### Supplied records:
######
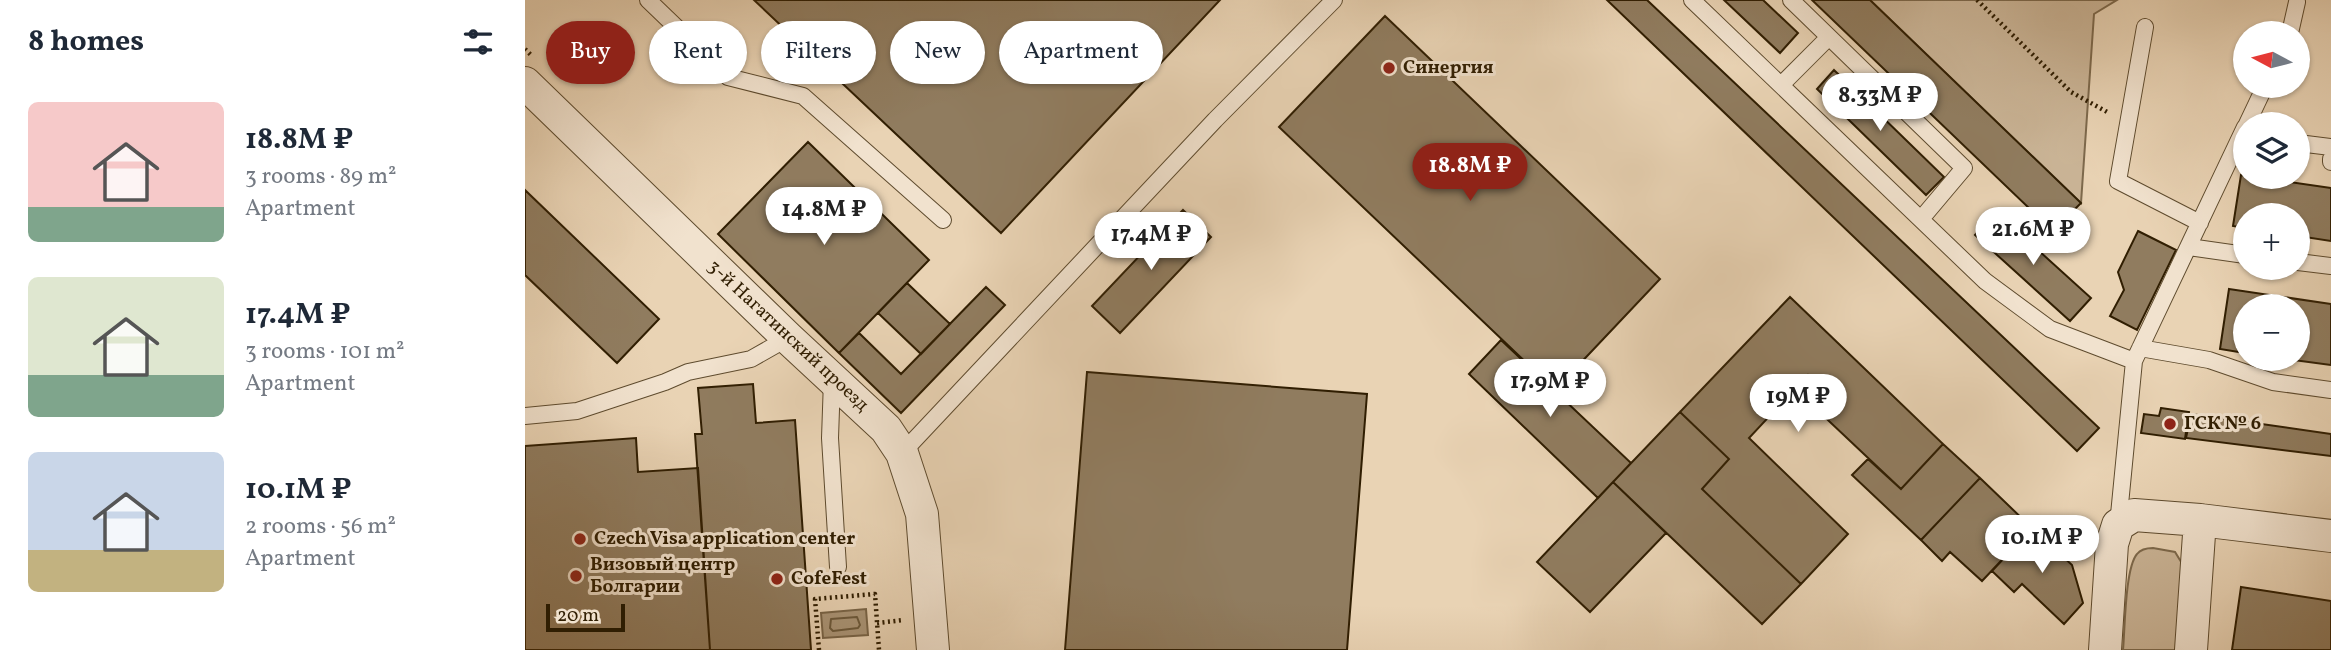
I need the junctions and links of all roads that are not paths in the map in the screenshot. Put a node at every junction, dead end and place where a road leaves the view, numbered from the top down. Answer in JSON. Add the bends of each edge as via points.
######
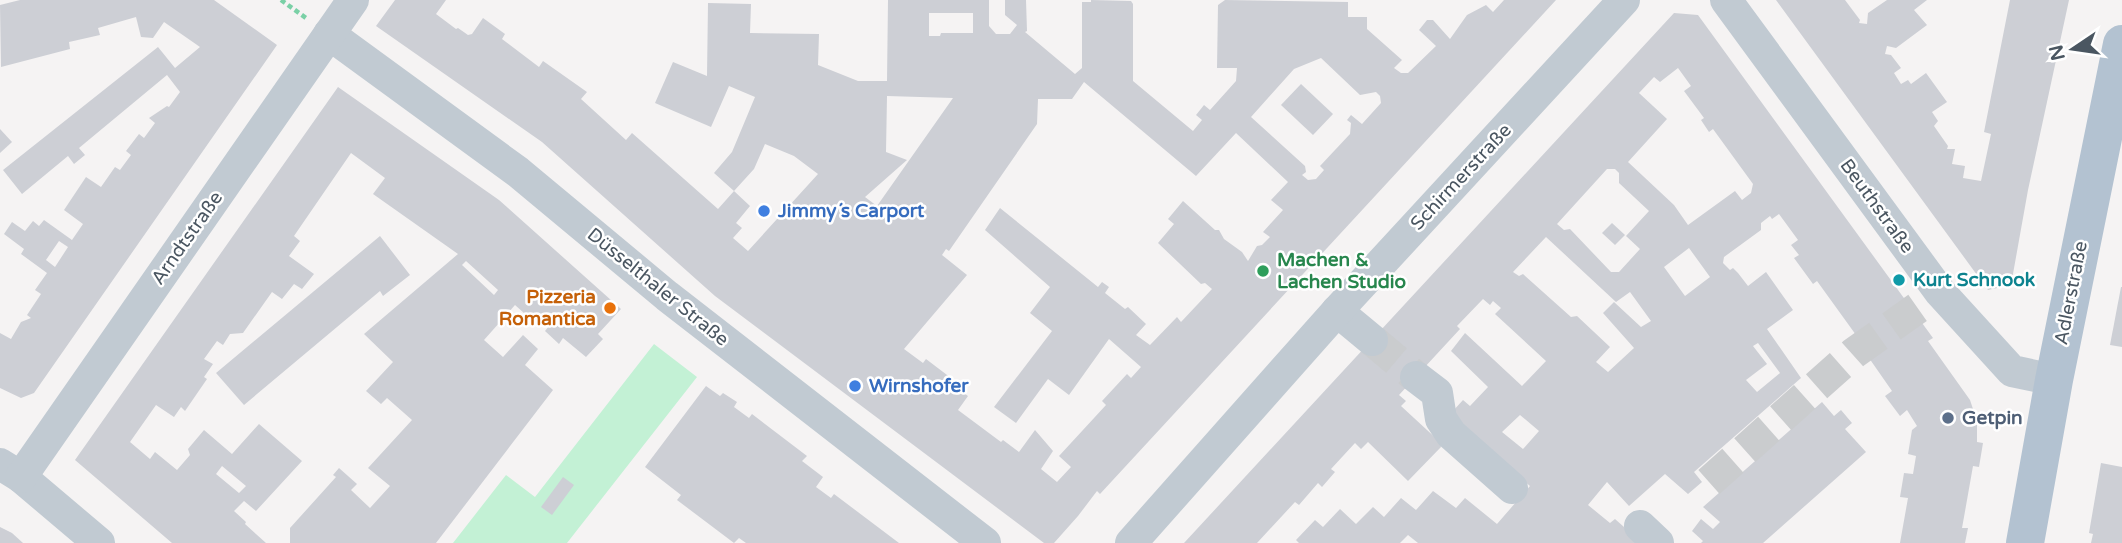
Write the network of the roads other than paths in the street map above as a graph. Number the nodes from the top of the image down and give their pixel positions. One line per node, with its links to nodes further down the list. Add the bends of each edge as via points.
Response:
######
### Exercise objective:
Using the records above, determine how many lines hold the word "paths", and answer with that figure only.

### Written answer:
2